Chunked + encrypted space overhead is quite high

What is the problem you are having with rclone?

I am using a chunked + encrypted configuration which works well, except that there is fairly significant difference between the space used on my cloud provider and the space used locally.

For a folder I recently uploaded with 11gb (~15 files), this takes up 21gb of storage remotely, which seems pretty significant. Another larger archive of 600GB of data, ended up using 1120GB of storage after encryption + chunking.

Is this expected?

Run the command 'rclone version' and share the full output of the command.

rclone v1.59.1
- os/version: arch (64 bit)
- os/kernel: 5.19.7-arch1-1 (x86_64)
- os/type: linux
- os/arch: amd64
- go/version: go1.19
- go/linking: dynamic
- go/tags: none

Which cloud storage system are you using? (eg Google Drive)

Azure block storage (azureblob)

The command you were trying to run (eg rclone copy /tmp remote:tmp)

rclone sync some_dir aa_chunk:some_dir

The rclone config contents with secrets removed.

[azure_archive]
type = azureblob
account = [secret]
key = [secret]

[aa_crypt]
type = crypt
remote = azure_archive:enc
filename_encryption = standard
directory_name_encryption = true
password = [secret]

[aa_chunk]
type = chunker
remote = aa_crypt:
chunk_size = 256M
hash_type = sha1

Any data / log file / examples to share?

Unfortunately I didn't capture a log file. I don't think it's particularly related to the content, any large file would do, though if I do need to upload something again I'll try to capture a debug log file

Hi Ani,

I would expect the overhead to be negligible (less than 0,1%) with large files like your first example.

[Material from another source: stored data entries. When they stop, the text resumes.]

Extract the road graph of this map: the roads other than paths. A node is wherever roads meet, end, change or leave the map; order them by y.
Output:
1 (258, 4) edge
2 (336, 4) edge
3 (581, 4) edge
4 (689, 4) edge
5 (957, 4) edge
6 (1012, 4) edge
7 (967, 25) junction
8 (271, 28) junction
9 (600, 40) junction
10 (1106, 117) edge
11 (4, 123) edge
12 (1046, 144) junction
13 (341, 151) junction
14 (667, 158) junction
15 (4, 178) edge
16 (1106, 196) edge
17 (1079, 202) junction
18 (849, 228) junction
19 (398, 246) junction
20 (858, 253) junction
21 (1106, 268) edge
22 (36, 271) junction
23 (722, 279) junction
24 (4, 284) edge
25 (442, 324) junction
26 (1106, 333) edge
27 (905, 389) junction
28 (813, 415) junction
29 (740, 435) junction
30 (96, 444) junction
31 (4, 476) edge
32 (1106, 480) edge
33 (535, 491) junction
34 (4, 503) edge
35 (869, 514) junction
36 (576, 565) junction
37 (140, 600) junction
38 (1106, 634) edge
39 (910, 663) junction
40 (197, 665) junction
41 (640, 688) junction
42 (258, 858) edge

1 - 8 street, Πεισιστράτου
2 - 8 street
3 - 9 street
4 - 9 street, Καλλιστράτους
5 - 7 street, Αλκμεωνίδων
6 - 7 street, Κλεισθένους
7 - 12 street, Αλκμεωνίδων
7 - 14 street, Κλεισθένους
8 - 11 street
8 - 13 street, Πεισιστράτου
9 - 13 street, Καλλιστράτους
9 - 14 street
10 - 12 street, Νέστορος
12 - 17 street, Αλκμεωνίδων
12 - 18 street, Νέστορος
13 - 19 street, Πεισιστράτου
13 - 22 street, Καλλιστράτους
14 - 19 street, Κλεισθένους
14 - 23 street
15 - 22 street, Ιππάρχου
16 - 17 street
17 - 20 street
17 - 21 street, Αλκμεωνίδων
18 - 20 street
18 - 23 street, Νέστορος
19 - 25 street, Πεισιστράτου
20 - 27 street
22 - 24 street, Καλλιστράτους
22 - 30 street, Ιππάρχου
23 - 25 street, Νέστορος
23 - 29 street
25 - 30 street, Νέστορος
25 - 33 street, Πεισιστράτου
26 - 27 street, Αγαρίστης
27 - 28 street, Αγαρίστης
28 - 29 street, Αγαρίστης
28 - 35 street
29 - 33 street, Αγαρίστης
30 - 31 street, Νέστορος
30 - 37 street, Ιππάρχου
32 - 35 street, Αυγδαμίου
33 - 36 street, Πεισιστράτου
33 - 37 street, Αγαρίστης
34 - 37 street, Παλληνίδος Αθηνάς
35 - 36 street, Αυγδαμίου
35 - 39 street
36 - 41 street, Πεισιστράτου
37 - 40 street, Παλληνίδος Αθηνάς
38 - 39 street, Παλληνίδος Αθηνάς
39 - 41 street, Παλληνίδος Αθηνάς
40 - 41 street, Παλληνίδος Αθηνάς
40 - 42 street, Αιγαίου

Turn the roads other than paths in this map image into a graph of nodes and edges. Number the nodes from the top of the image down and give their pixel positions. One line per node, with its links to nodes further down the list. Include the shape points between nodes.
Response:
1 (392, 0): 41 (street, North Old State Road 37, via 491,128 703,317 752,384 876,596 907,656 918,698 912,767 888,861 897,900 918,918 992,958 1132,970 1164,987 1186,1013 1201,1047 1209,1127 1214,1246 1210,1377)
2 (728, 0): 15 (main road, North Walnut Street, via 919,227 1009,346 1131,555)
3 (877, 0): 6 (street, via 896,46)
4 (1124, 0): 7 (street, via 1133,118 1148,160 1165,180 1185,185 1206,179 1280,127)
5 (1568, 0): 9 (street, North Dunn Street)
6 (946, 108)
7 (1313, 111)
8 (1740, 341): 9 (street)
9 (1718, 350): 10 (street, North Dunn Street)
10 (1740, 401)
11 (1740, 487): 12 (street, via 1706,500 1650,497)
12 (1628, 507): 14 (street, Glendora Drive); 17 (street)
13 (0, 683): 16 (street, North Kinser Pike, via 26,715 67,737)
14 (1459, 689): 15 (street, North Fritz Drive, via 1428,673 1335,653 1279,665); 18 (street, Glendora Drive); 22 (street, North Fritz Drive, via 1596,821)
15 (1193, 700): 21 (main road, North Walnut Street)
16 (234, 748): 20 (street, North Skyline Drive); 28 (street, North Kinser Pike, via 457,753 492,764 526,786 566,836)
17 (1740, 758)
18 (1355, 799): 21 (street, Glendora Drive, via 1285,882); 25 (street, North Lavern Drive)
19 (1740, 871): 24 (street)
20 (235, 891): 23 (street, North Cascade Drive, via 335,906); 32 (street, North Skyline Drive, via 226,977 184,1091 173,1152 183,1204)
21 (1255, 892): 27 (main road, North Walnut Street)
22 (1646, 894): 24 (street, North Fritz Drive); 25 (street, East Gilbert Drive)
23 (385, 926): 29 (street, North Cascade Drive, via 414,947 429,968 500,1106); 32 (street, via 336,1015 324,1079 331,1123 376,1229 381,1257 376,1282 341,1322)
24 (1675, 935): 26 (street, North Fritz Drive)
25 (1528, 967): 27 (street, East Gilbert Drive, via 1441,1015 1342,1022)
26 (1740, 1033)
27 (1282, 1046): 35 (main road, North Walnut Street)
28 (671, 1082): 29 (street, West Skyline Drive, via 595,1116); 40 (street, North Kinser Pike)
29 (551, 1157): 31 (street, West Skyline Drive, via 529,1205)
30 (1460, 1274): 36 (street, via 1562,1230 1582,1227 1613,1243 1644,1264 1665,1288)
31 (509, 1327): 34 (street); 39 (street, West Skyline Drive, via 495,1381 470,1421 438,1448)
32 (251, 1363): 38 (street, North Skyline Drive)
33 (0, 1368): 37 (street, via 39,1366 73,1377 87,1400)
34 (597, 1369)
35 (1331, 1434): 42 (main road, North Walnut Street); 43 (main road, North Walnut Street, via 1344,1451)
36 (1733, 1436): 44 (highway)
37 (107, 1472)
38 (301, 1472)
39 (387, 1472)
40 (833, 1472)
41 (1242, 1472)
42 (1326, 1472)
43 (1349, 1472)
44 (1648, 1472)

I therefore suggest you start by comparing the size of the folder with ~15 files at different rclone levels, that is something like:

rclone size some_dir
rclone size aa_chunk:some_dir
rclone size aa_crypt:some_dir
rclone cryptdecode --reverse aa_crypt: some_dir
# Let's call the output from the above command: xxxxxxxxxx
rclone size azure_archive:enc/xxxxxxxxxx

Next you can compare the file(chunks) to see which file is taking too much space - or if there are some extra (unencrypted) files in the crypt folder:

rclone lsl some_dir
rclone lsl aa_chunk:some_dir
rclone lsl aa_crypt:some_dir
rclone cryptdecode --reverse aa_crypt: some_dir
# Let's call the output from the above command: xxxxxxxxxx
rclone lsl azure_archive:enc/xxxxxxxxxx

It is probably going to be somewhat tedious to match the crypted chunks to files, but I suppose it is possible based on the timestamps and sizes.

We would probably need the entire output from the above commands to help in any further troubleshooting.

Hey Ole, thanks for the great debugging commands. After looking into this a bit more using these commands (in particular the cryptdecode --reverse was super helpful), I think this was some kind of reporting issue with Azure. While both rclone's upload stats from --progress and Azure's initial stats in the portal reported the inflated numbers, using their Storage Explorer tool as well as the rclone size output now report what I expect to see. Thanks again for the help!

Thanks, you're welcome, happy we found the reason and your data was OK :sweat_smile:

Well spotted, there is indeed a bug in the stats reported by rclone when using chunker.

These are the simplest steps I could find to reproduce:

> rclone test makefile 10M ./testfolder/10Mfile
2022/09/20 15:55:33 NOTICE: Creating 1 files of size 10Mi.
2022/09/20 15:55:33 NOTICE: Written 10MiB in 12ms at 834.021MiB/s.
> rclone copy ./testfolder/10Mfile :chunker,remote='./testfolder/chunks',chunk_size=1M: --progress --ignore-times 
Transferred:           20 MiB / 20 MiB, 100%, 0 B/s, ETA -
Checks:                10 / 10, 100%
Renamed:               10
Transferred:            1 / 1, 100%
Elapsed time:         0.1s

I added --ignore-times to the last command to make it repeatable during debugging and test.

Seems like the same or a similar issue has been seen before:
Double data transferred when using chunk + crypt with --crypt-no-data-encryption=true
Errors uploading files when using -crypt-no-data-encryption=true · Issue #5498 · rclone/rclone · GitHub
and suspect a regression from the introduction of this feature:
--stats-one-line-date does not increment transfers when doing a server-side move · Issue #5430 · rclone/rclone · GitHub

I suggest you create a GitHub bug report with a link to this thread, then you can easily add your own comments and track status.